◆ **WHAT TO DO**
For each record that follows, write out an identical copy.

*** Block opens ***

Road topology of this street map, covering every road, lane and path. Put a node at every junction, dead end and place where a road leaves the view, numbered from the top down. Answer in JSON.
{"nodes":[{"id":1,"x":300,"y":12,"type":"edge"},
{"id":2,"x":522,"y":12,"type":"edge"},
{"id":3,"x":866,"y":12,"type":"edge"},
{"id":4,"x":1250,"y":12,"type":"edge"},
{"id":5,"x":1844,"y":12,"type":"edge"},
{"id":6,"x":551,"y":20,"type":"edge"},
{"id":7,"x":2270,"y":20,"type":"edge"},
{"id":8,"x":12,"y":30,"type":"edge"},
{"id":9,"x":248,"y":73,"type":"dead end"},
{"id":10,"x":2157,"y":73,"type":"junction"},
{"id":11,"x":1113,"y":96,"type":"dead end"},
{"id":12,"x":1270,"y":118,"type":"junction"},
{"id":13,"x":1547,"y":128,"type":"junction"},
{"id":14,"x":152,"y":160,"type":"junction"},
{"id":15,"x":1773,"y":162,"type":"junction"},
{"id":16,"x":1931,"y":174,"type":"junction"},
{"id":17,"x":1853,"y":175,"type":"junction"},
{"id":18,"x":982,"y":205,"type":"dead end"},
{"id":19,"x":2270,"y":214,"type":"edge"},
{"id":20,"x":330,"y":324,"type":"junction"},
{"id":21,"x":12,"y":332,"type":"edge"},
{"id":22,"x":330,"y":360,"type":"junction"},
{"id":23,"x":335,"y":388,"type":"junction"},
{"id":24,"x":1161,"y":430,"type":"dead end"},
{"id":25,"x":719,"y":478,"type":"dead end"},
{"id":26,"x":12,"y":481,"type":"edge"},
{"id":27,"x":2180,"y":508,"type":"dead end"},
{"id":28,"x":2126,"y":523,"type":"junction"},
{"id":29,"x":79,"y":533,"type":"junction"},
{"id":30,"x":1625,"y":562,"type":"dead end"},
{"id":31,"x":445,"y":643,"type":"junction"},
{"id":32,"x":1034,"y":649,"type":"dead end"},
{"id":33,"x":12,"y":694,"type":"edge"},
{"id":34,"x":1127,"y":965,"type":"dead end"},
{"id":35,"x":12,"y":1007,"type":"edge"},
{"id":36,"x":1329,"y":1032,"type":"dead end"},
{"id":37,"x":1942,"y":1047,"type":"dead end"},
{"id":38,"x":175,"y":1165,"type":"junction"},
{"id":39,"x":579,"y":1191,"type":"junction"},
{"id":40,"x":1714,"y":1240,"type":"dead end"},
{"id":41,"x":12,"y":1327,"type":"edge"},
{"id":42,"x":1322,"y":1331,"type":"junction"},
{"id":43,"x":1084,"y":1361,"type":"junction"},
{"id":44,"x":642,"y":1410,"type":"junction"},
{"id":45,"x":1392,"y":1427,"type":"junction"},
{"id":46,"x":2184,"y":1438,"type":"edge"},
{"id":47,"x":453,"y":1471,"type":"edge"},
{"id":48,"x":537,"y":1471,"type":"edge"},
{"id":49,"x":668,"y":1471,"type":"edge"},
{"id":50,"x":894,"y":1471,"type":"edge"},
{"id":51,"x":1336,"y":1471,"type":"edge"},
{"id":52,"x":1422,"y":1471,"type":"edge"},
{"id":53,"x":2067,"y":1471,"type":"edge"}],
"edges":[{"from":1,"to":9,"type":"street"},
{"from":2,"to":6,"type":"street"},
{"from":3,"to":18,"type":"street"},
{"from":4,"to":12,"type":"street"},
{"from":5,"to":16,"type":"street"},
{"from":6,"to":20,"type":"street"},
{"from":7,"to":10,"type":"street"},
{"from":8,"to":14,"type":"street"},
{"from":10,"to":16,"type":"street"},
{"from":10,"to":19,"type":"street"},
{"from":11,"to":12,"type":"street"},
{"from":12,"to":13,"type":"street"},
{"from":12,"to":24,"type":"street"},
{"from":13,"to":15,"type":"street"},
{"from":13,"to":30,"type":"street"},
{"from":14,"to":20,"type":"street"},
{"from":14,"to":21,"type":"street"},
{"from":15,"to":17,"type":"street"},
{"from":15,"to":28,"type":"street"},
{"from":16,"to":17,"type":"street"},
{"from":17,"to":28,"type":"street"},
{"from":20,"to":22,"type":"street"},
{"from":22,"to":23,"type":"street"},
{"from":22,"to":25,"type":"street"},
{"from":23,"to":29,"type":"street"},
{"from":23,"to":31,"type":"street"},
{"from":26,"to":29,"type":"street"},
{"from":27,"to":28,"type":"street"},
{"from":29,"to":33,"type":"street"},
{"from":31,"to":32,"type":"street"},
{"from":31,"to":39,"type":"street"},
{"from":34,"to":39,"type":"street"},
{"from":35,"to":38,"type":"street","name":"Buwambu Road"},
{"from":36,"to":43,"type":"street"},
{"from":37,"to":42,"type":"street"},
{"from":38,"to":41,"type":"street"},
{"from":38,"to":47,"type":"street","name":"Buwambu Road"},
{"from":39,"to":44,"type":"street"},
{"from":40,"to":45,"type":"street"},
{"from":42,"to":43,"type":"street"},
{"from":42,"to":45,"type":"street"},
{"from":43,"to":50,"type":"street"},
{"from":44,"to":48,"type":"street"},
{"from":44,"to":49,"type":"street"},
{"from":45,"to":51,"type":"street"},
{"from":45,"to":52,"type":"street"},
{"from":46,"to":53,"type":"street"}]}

*** Block closes ***

◆ **YOUR SOLUTION**
Road topology of this street map, covering every road, lane and path. Put a node at every junction, dead end and place where a road leaves the view, numbered from the top down. Answer in JSON.
{"nodes":[{"id":1,"x":300,"y":12,"type":"edge"},
{"id":2,"x":522,"y":12,"type":"edge"},
{"id":3,"x":866,"y":12,"type":"edge"},
{"id":4,"x":1250,"y":12,"type":"edge"},
{"id":5,"x":1844,"y":12,"type":"edge"},
{"id":6,"x":551,"y":20,"type":"edge"},
{"id":7,"x":2270,"y":20,"type":"edge"},
{"id":8,"x":12,"y":30,"type":"edge"},
{"id":9,"x":248,"y":73,"type":"dead end"},
{"id":10,"x":2157,"y":73,"type":"junction"},
{"id":11,"x":1113,"y":96,"type":"dead end"},
{"id":12,"x":1270,"y":118,"type":"junction"},
{"id":13,"x":1547,"y":128,"type":"junction"},
{"id":14,"x":152,"y":160,"type":"junction"},
{"id":15,"x":1773,"y":162,"type":"junction"},
{"id":16,"x":1931,"y":174,"type":"junction"},
{"id":17,"x":1853,"y":175,"type":"junction"},
{"id":18,"x":982,"y":205,"type":"dead end"},
{"id":19,"x":2270,"y":214,"type":"edge"},
{"id":20,"x":330,"y":324,"type":"junction"},
{"id":21,"x":12,"y":332,"type":"edge"},
{"id":22,"x":330,"y":360,"type":"junction"},
{"id":23,"x":335,"y":388,"type":"junction"},
{"id":24,"x":1161,"y":430,"type":"dead end"},
{"id":25,"x":719,"y":478,"type":"dead end"},
{"id":26,"x":12,"y":481,"type":"edge"},
{"id":27,"x":2180,"y":508,"type":"dead end"},
{"id":28,"x":2126,"y":523,"type":"junction"},
{"id":29,"x":79,"y":533,"type":"junction"},
{"id":30,"x":1625,"y":562,"type":"dead end"},
{"id":31,"x":445,"y":643,"type":"junction"},
{"id":32,"x":1034,"y":649,"type":"dead end"},
{"id":33,"x":12,"y":694,"type":"edge"},
{"id":34,"x":1127,"y":965,"type":"dead end"},
{"id":35,"x":12,"y":1007,"type":"edge"},
{"id":36,"x":1329,"y":1032,"type":"dead end"},
{"id":37,"x":1942,"y":1047,"type":"dead end"},
{"id":38,"x":175,"y":1165,"type":"junction"},
{"id":39,"x":579,"y":1191,"type":"junction"},
{"id":40,"x":1714,"y":1240,"type":"dead end"},
{"id":41,"x":12,"y":1327,"type":"edge"},
{"id":42,"x":1322,"y":1331,"type":"junction"},
{"id":43,"x":1084,"y":1361,"type":"junction"},
{"id":44,"x":642,"y":1410,"type":"junction"},
{"id":45,"x":1392,"y":1427,"type":"junction"},
{"id":46,"x":2184,"y":1438,"type":"edge"},
{"id":47,"x":453,"y":1471,"type":"edge"},
{"id":48,"x":537,"y":1471,"type":"edge"},
{"id":49,"x":668,"y":1471,"type":"edge"},
{"id":50,"x":894,"y":1471,"type":"edge"},
{"id":51,"x":1336,"y":1471,"type":"edge"},
{"id":52,"x":1422,"y":1471,"type":"edge"},
{"id":53,"x":2067,"y":1471,"type":"edge"}],
"edges":[{"from":1,"to":9,"type":"street"},
{"from":2,"to":6,"type":"street"},
{"from":3,"to":18,"type":"street"},
{"from":4,"to":12,"type":"street"},
{"from":5,"to":16,"type":"street"},
{"from":6,"to":20,"type":"street"},
{"from":7,"to":10,"type":"street"},
{"from":8,"to":14,"type":"street"},
{"from":10,"to":16,"type":"street"},
{"from":10,"to":19,"type":"street"},
{"from":11,"to":12,"type":"street"},
{"from":12,"to":13,"type":"street"},
{"from":12,"to":24,"type":"street"},
{"from":13,"to":15,"type":"street"},
{"from":13,"to":30,"type":"street"},
{"from":14,"to":20,"type":"street"},
{"from":14,"to":21,"type":"street"},
{"from":15,"to":17,"type":"street"},
{"from":15,"to":28,"type":"street"},
{"from":16,"to":17,"type":"street"},
{"from":17,"to":28,"type":"street"},
{"from":20,"to":22,"type":"street"},
{"from":22,"to":23,"type":"street"},
{"from":22,"to":25,"type":"street"},
{"from":23,"to":29,"type":"street"},
{"from":23,"to":31,"type":"street"},
{"from":26,"to":29,"type":"street"},
{"from":27,"to":28,"type":"street"},
{"from":29,"to":33,"type":"street"},
{"from":31,"to":32,"type":"street"},
{"from":31,"to":39,"type":"street"},
{"from":34,"to":39,"type":"street"},
{"from":35,"to":38,"type":"street","name":"Buwambu Road"},
{"from":36,"to":43,"type":"street"},
{"from":37,"to":42,"type":"street"},
{"from":38,"to":41,"type":"street"},
{"from":38,"to":47,"type":"street","name":"Buwambu Road"},
{"from":39,"to":44,"type":"street"},
{"from":40,"to":45,"type":"street"},
{"from":42,"to":43,"type":"street"},
{"from":42,"to":45,"type":"street"},
{"from":43,"to":50,"type":"street"},
{"from":44,"to":48,"type":"street"},
{"from":44,"to":49,"type":"street"},
{"from":45,"to":51,"type":"street"},
{"from":45,"to":52,"type":"street"},
{"from":46,"to":53,"type":"street"}]}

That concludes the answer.